*** Begin section ***
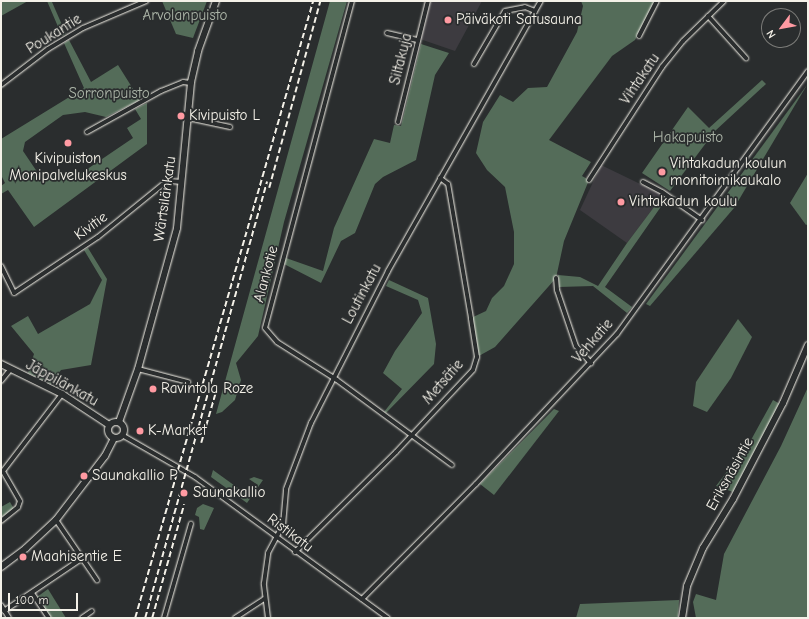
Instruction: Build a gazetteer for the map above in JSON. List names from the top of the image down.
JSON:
{
  "streets": {
    "street": [
      "Poukantie",
      "Siltakuja",
      "Vihtakatu",
      "Wärtsilänkatu",
      "Kivitie",
      "Alankotie",
      "Loutinkatu",
      "Vehkatie",
      "Metsätie",
      "Jäppilänkatu",
      "Eriksnäsintie",
      "Ristikatu"
    ]
  },
  "crossings": [
    ["Wärtsilänkatu", "Kivitie"],
    ["Wärtsilänkatu", "Jäppilänkatu"],
    ["Wärtsilänkatu", "Ristikatu"],
    ["Alankotie", "Loutinkatu"],
    ["Alankotie", "Metsätie"],
    ["Loutinkatu", "Metsätie"],
    ["Loutinkatu", "Ristikatu"],
    ["Vehkatie", "Ristikatu"],
    ["Metsätie", "Ristikatu"],
    ["Jäppilänkatu", "Ristikatu"]
  ],
  "parks": ["Arvolanpuisto", "Sorronpuisto", "Hakapuisto"],
  "places": [
    "Päiväkoti Satusauna",
    "Kivipuisto L",
    "Kivipuiston Monipalvelukeskus",
    "Vihtakadun koulun monitoimikaukalo",
    "Vihtakadun koulu",
    "Ravintola Roze",
    "K-Market",
    "Saunakallio P",
    "Saunakallio",
    "Maahisentie E"
  ],
  "scale_bar": "100 m",
  "north": "bottom left"
}
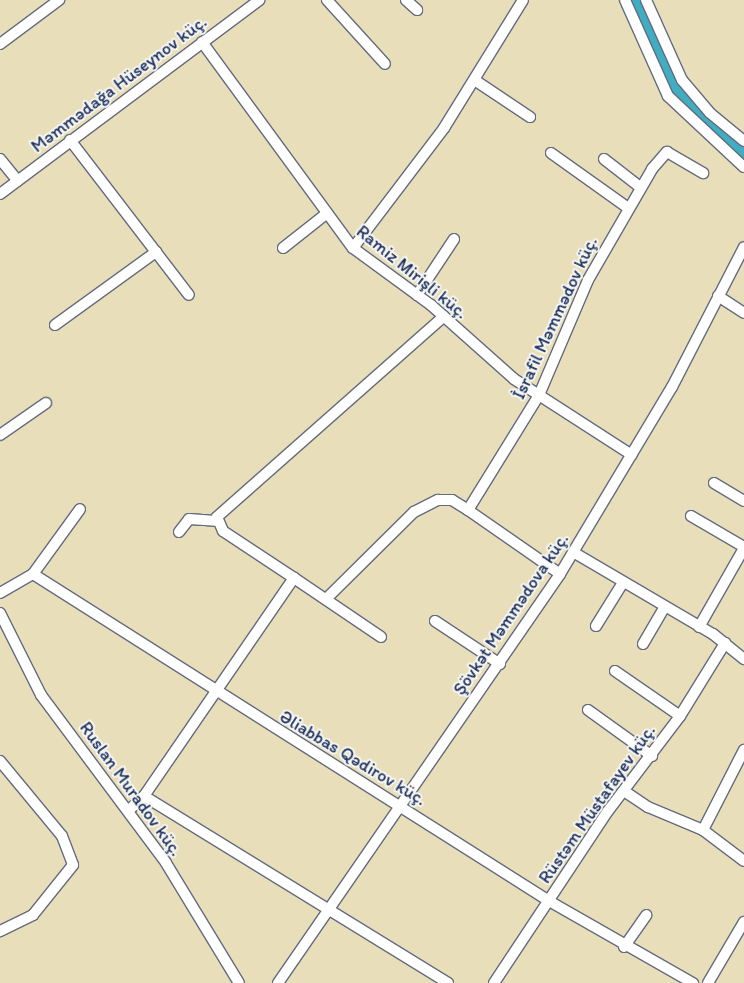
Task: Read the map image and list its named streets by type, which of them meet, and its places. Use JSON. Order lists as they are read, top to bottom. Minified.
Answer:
{"streets":{"street":["Məmmədağa Hüseynov küç.","Ramiz Mirişli küç.","İsrafil Məmmədov küç.","Şövkət Məmmədova küç.","Əliabbas Qədirov küç.","Ruslan Muradov küç.","Rüstəm Müstafayev küç."]},"crossings":[["Məmmədağa Hüseynov küç.","Ramiz Mirişli küç."],["Ramiz Mirişli küç.","İsrafil Məmmədov küç."],["Ramiz Mirişli küç.","Şövkət Məmmədova küç."],["Şövkət Məmmədova küç.","Əliabbas Qədirov küç."],["Əliabbas Qədirov küç.","Rüstəm Müstafayev küç."]]}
*** End section ***
REQUIREMENT | Nothing may be altered when you restate the records, but every picture must be dropped.

WRITTEN SOLUTION |
Instruction: Build a gazetteer for the map above in JSON. List names from the top of the image down.
JSON:
{
  "streets": {
    "street": [
      "Poukantie",
      "Siltakuja",
      "Vihtakatu",
      "Wärtsilänkatu",
      "Kivitie",
      "Alankotie",
      "Loutinkatu",
      "Vehkatie",
      "Metsätie",
      "Jäppilänkatu",
      "Eriksnäsintie",
      "Ristikatu"
    ]
  },
  "crossings": [
    ["Wärtsilänkatu", "Kivitie"],
    ["Wärtsilänkatu", "Jäppilänkatu"],
    ["Wärtsilänkatu", "Ristikatu"],
    ["Alankotie", "Loutinkatu"],
    ["Alankotie", "Metsätie"],
    ["Loutinkatu", "Metsätie"],
    ["Loutinkatu", "Ristikatu"],
    ["Vehkatie", "Ristikatu"],
    ["Metsätie", "Ristikatu"],
    ["Jäppilänkatu", "Ristikatu"]
  ],
  "parks": ["Arvolanpuisto", "Sorronpuisto", "Hakapuisto"],
  "places": [
    "Päiväkoti Satusauna",
    "Kivipuisto L",
    "Kivipuiston Monipalvelukeskus",
    "Vihtakadun koulun monitoimikaukalo",
    "Vihtakadun koulu",
    "Ravintola Roze",
    "K-Market",
    "Saunakallio P",
    "Saunakallio",
    "Maahisentie E"
  ],
  "scale_bar": "100 m",
  "north": "bottom left"
}
Task: Read the map image and list its named streets by type, which of them meet, and its places. Use JSON. Order lists as they are read, top to bottom. Minified.
Answer:
{"streets":{"street":["Məmmədağa Hüseynov küç.","Ramiz Mirişli küç.","İsrafil Məmmədov küç.","Şövkət Məmmədova küç.","Əliabbas Qədirov küç.","Ruslan Muradov küç.","Rüstəm Müstafayev küç."]},"crossings":[["Məmmədağa Hüseynov küç.","Ramiz Mirişli küç."],["Ramiz Mirişli küç.","İsrafil Məmmədov küç."],["Ramiz Mirişli küç.","Şövkət Məmmədova küç."],["Şövkət Məmmədova küç.","Əliabbas Qədirov küç."],["Əliabbas Qədirov küç.","Rüstəm Müstafayev küç."]]}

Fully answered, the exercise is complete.